A sharp contrast exists between the severe Tuller, almost always dressed in his plain priestly garb, and Pastor Jeffers (Cedric Kyles, a.k.a. Cedric the Entertainer), the gregarious and levelheaded leader of Abundant Life. Jeffers makes compromises, accepting corporate money to keep the electricity running and the Bibles thumping. Tuller, on the other hand, carries a heavy cross, looking at life in black and white. He is despondent at the state of the world, and that despondence only increases when he comes in contact with a young environmentalist couple, Michael (Philip Ettinger) and Mary (Amanda Seyfried), who radicalize him further. Though I am not normally prone to spoilerphobia, I’ll stop here with the plot details because this is a movie best seen blind.
First Reformed is quite obviously a spiritual film in content. But I would argue that same religiosity can also be found in its form. Several months ago I saw Paul Schrader give a Q&A in which he said that all of his ideas on film form and the capacity of images to carry ideas came from growing up in “churches that look like conference rooms.” I did not grow up Calvinist, but I did grow up Mormon, a markedly different but comparably intense religious encounter, and can relate to that experience of aesthetic bareness. First Reformed is frigid and rigid, like a Protestant church that looks more like a school for the blind than a house of worship.
Like the cold and flat floorboards of homes in Upstate New York, ever creaking beneath the feet of its characters, First Reformed is durable and deceptively simple. Conversations are often captured in fixed long takes and unadorned master shots. The musical soundtrack is scarce save for diegetic choirs and the occasional ambient throbbing. The most prominent sounds we hear are those floorboards settling under feet. Schrader’s filmmaking is like a plainspoken pastoral church, as sparse as Tuller’s abode, built from timber strong enough to withstand the wear of war and centuries. First Reformed may be of the moment and on the pulse in the issues it addresses, but it is enduring and everlasting in its architecture.

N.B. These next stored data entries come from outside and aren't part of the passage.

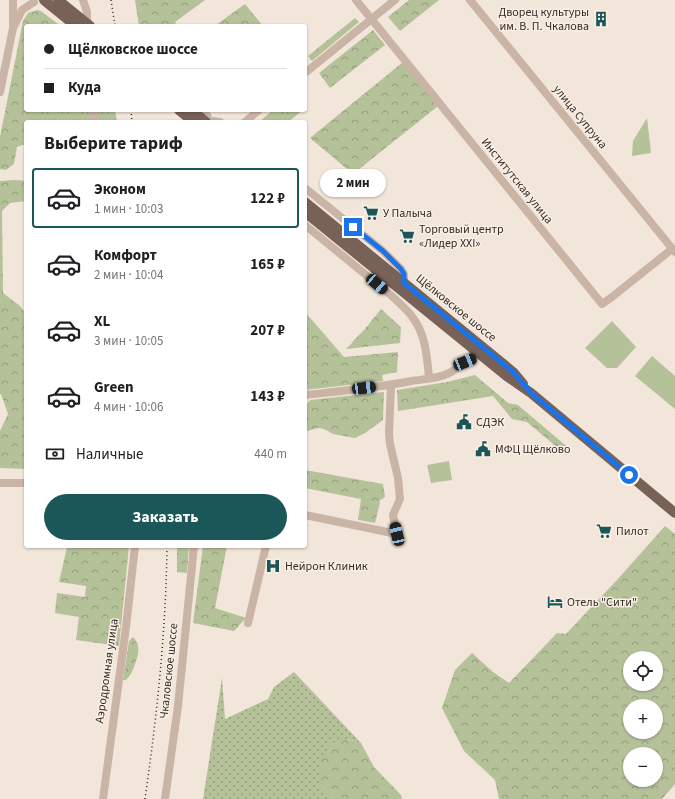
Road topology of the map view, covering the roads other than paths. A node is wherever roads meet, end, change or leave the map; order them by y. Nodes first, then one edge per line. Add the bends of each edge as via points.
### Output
1 (13, 0) edge
2 (17, 0) edge
3 (58, 0) edge
4 (83, 0) edge
5 (356, 0) edge
6 (395, 0) edge
7 (470, 0) edge
8 (39, 1) edge
9 (371, 19) junction
10 (73, 24) edge
11 (86, 24) edge
12 (88, 24) edge
13 (14, 28) junction
14 (307, 71) edge
15 (0, 92) edge
16 (182, 112) edge
17 (195, 112) edge
18 (257, 112) edge
19 (192, 120) edge
20 (205, 120) edge
21 (247, 120) edge
22 (307, 190) edge
23 (307, 204) edge
24 (307, 214) edge
25 (307, 227) edge
26 (674, 251) edge
27 (404, 283) junction
28 (461, 339) junction
29 (476, 346) junction
30 (490, 363) junction
31 (463, 364) junction
32 (428, 366) junction
33 (444, 375) junction
34 (429, 378) junction
35 (391, 385) junction
36 (531, 393) junction
37 (307, 395) edge
38 (0, 483) edge
39 (24, 483) edge
40 (674, 511) edge
41 (307, 516) edge
42 (135, 548) edge
43 (194, 548) edge
44 (266, 548) edge
45 (248, 623) dead end
46 (103, 799) edge
47 (165, 799) edge

1 - 13 street
2 - 8 street via 26,3
3 - 11 main road, bridge
4 - 12 street
5 - 9 street, Институтская улица
6 - 9 street
7 - 26 street, улица Супруна
8 - 10 main road
8 - 13 street via 22,10
9 - 14 street
9 - 26 street, Институтская улица via 602,304
13 - 15 street
16 - 19 main road
17 - 20 main road
18 - 21 street
22 - 27 street via 383,251 401,269
23 - 27 main road, Щёлковское шоссе
24 - 28 main road, Щёлковское шоссе
25 - 32 street via 393,297 413,317 425,345
27 - 29 main road, Щёлковское шоссе
28 - 29 main road, Щёлковское шоссе
28 - 31 street via 466,347
29 - 30 main road, Щёлковское шоссе
29 - 31 street
29 - 36 main road, Щёлковское шоссе via 513,372
30 - 31 street via 473,359
30 - 36 main road, Щёлковское шоссе
31 - 33 street
32 - 33 street via 438,374
32 - 34 street
32 - 35 street via 420,375
33 - 34 street
34 - 35 street
35 - 37 street
35 - 41 street via 389,433 400,498 393,515 397,534
36 - 40 main road, Щёлковское шоссе
38 - 39 street
42 - 46 street, Аэродромная улица
43 - 47 street, Чкаловское шоссе via 178,706
44 - 45 street

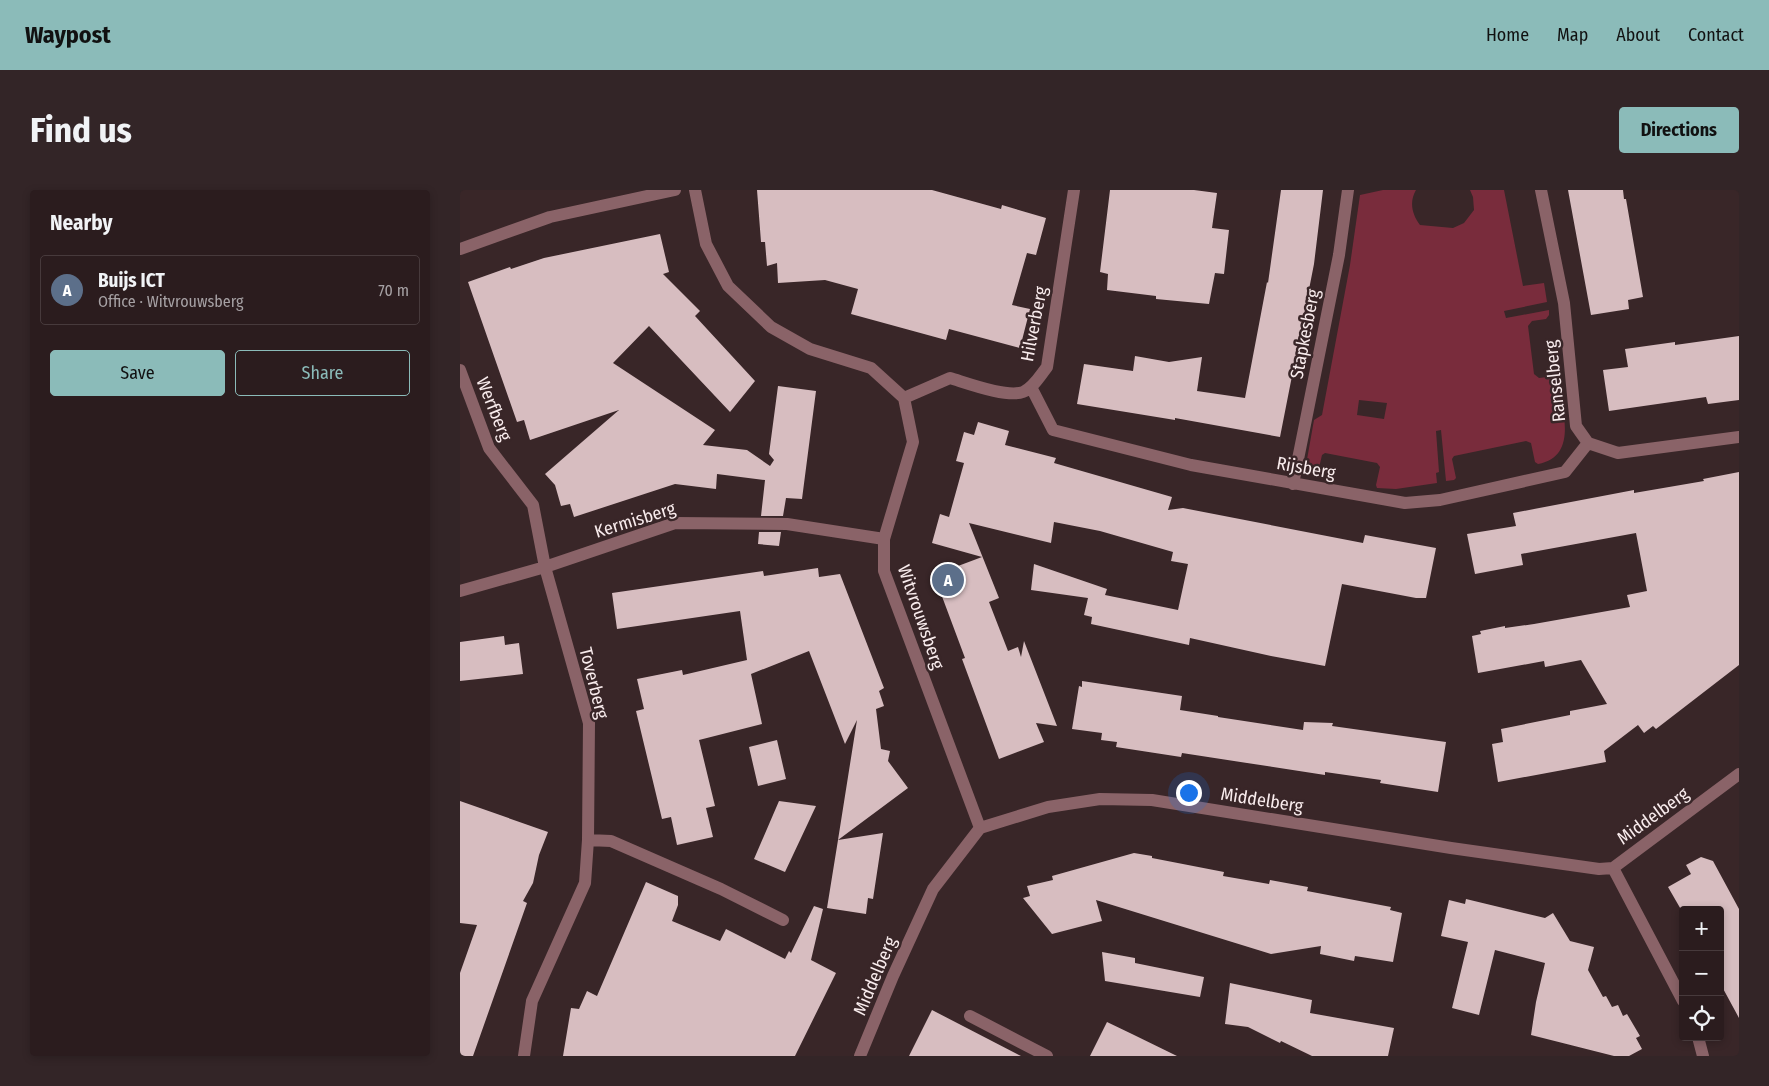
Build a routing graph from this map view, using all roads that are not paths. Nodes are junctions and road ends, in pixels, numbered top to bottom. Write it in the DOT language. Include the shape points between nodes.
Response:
graph roads {
  1 [pos="675,190"];
  2 [pos="695,190"];
  3 [pos="1074,190"];
  4 [pos="1348,190"];
  5 [pos="1541,190"];
  6 [pos="460,249"];
  7 [pos="460,370"];
  8 [pos="1031,387"];
  9 [pos="904,398"];
  10 [pos="1739,436"];
  11 [pos="1588,443"];
  12 [pos="1293,484"];
  13 [pos="884,540"];
  14 [pos="545,568"];
  15 [pos="460,591"];
  16 [pos="1739,774"];
  17 [pos="980,828"];
  18 [pos="588,840"];
  19 [pos="1613,868"];
  20 [pos="783,920"];
  21 [pos="1680,996"];
  22 [pos="970,1016"];
  23 [pos="1699,1041"];
  24 [pos="524,1056"];
  25 [pos="860,1056"];
  26 [pos="1047,1056"];
  27 [pos="1703,1056"];
  1 -- 6 [label="street" via="550,217"];
  2 -- 9 [label="street" via="706,244 728,286 771,327 810,349 871,368"];
  3 -- 8 [label="street, Hilverberg" via="1047,367"];
  4 -- 12 [label="street, Stapkesberg" via="1339,255"];
  5 -- 11 [label="street, Ranselberg" via="1564,303 1576,426"];
  7 -- 14 [label="street, Werfberg" via="488,448 533,505"];
  8 -- 9 [label="street, Hilverberg" via="1021,393 995,392 950,378"];
  8 -- 12 [label="street, Rijsberg" via="1053,430 1191,465"];
  9 -- 13 [label="street, Witvrouwsberg" via="913,442"];
  10 -- 11 [label="street" via="1618,453"];
  11 -- 12 [label="street, Rijsberg" via="1565,472 1440,500 1405,503"];
  13 -- 14 [label="street, Kermisberg" via="787,524 675,523"];
  13 -- 17 [label="street, Witvrouwsberg" via="884,571"];
  14 -- 15 [label="street, Kermisberg"];
  14 -- 18 [label="street, Toverberg" via="589,723"];
  16 -- 19 [label="street, Middelberg"];
  17 -- 19 [label="street, Middelberg" via="1048,807 1100,799 1152,800 1451,848 1599,869"];
  17 -- 25 [label="street, Middelberg" via="933,889"];
  18 -- 20 [label="street" via="611,841"];
  18 -- 24 [label="street, Toverberg" via="585,883 532,1001"];
  19 -- 21 [label="street"];
  22 -- 26 [label="street"];
  23 -- 27 [label="street"];
}
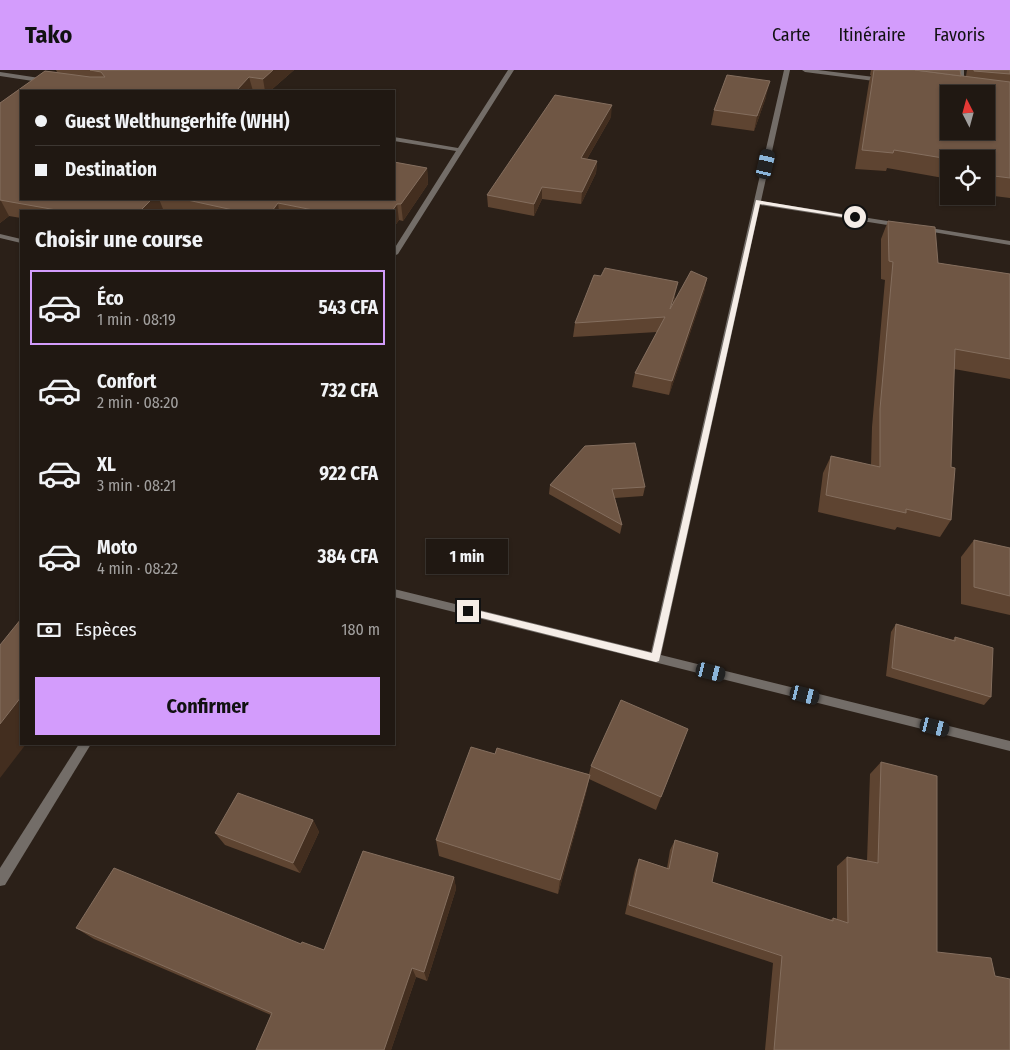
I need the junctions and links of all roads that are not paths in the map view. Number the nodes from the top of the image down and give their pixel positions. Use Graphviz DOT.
graph roads {
  1 [pos="511,70"];
  2 [pos="787,70"];
  3 [pos="805,70"];
  4 [pos="961,70"];
  5 [pos="0,74"];
  6 [pos="893,82"];
  7 [pos="58,83"];
  8 [pos="964,85"];
  9 [pos="395,139"];
  10 [pos="461,150"];
  11 [pos="758,202"];
  12 [pos="0,236"];
  13 [pos="20,241"];
  14 [pos="1010,243"];
  15 [pos="395,252"];
  16 [pos="395,593"];
  17 [pos="656,658"];
  18 [pos="84,745"];
  19 [pos="1010,746"];
  20 [pos="0,880"];
  1 -- 10 [label="street"];
  2 -- 11 [label="street"];
  3 -- 6 [label="street"];
  4 -- 8 [label="street"];
  5 -- 7 [label="street"];
  9 -- 10 [label="street"];
  10 -- 15 [label="street"];
  11 -- 14 [label="street"];
  11 -- 17 [label="street"];
  12 -- 13 [label="street"];
  16 -- 17 [label="street"];
  17 -- 19 [label="street"];
  18 -- 20 [label="street"];
}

What gives First Reformed its holy power are its privileged moments: the way exhaust fumes leave a car in the cold, the bubbling of Pepto Bismol as Tuller pours it into a glass of whiskey, how Amanda Seyfried’s long locks fall from atop her head. A privileged moment is a shard of a film, what Roland Barthes would call the “punctum,” that pierces the shell around it. A gesture, a glance, some cinematic molecule that looks out and speaks directly to us whether the filmmaker intended it to or not.
First Reformed is a film about doubt, but privileged moments are tokens of faith in the cinematic medium, like beads in a rosary. The privileged moment is a moment of ecstasy, but it is also a moment of revelation, a vision that unveils the humanity within the apparatus. Schrader’s idol Bresson once wrote that “What no human eye is capable of catching, no pencil, brush, or pen of pinning down, your camera catches without knowing what it is, and pins it down with a machine’s scrupulous indifference.” As Bresson says, the camera is indifferent, unaware, and automatic – like children of god, the camera is limited only by the failings of its creator. But it is that very inhumanity that allows the camera to see beyond we see, to find faith where we only find doubt.
For what fumes does the engine of film run on but faith? Faith that the image onscreen will resemble what the artist sees in their head, that the camera will capture the light we want it to capture, that actors will understand a character and express a feeling, that audiences will suspend their disbelief and be moved by what they see. Film takes faith - or risk, which is just a more honest name for faith.
Despite all of its despair and despondence, faith is where First Reformed leaves us: uncertain at the fate of its characters and the world they (and we) inhabit, but hopeful, steadfast, leaning on the everlasting arm. At one point, Jeffers tells Tuller that he doesn’t need to spend all his time suffering “in the garden.” This is a rare moment of auto-critique for Paul Schrader, an artist who has worked in suffering like others work in ink or oil, which makes the final sequence of First Reformed even more radical. By film’s end, Schrader, Tuller, and audience alike realize that there are ways to change the world that don’t involve bleeding from every pore. Like the Protestant God who offers forgiveness in exchange for good works, First Reformed is that rare American film that demands your attention and requires your reflection. I suggest you give it both.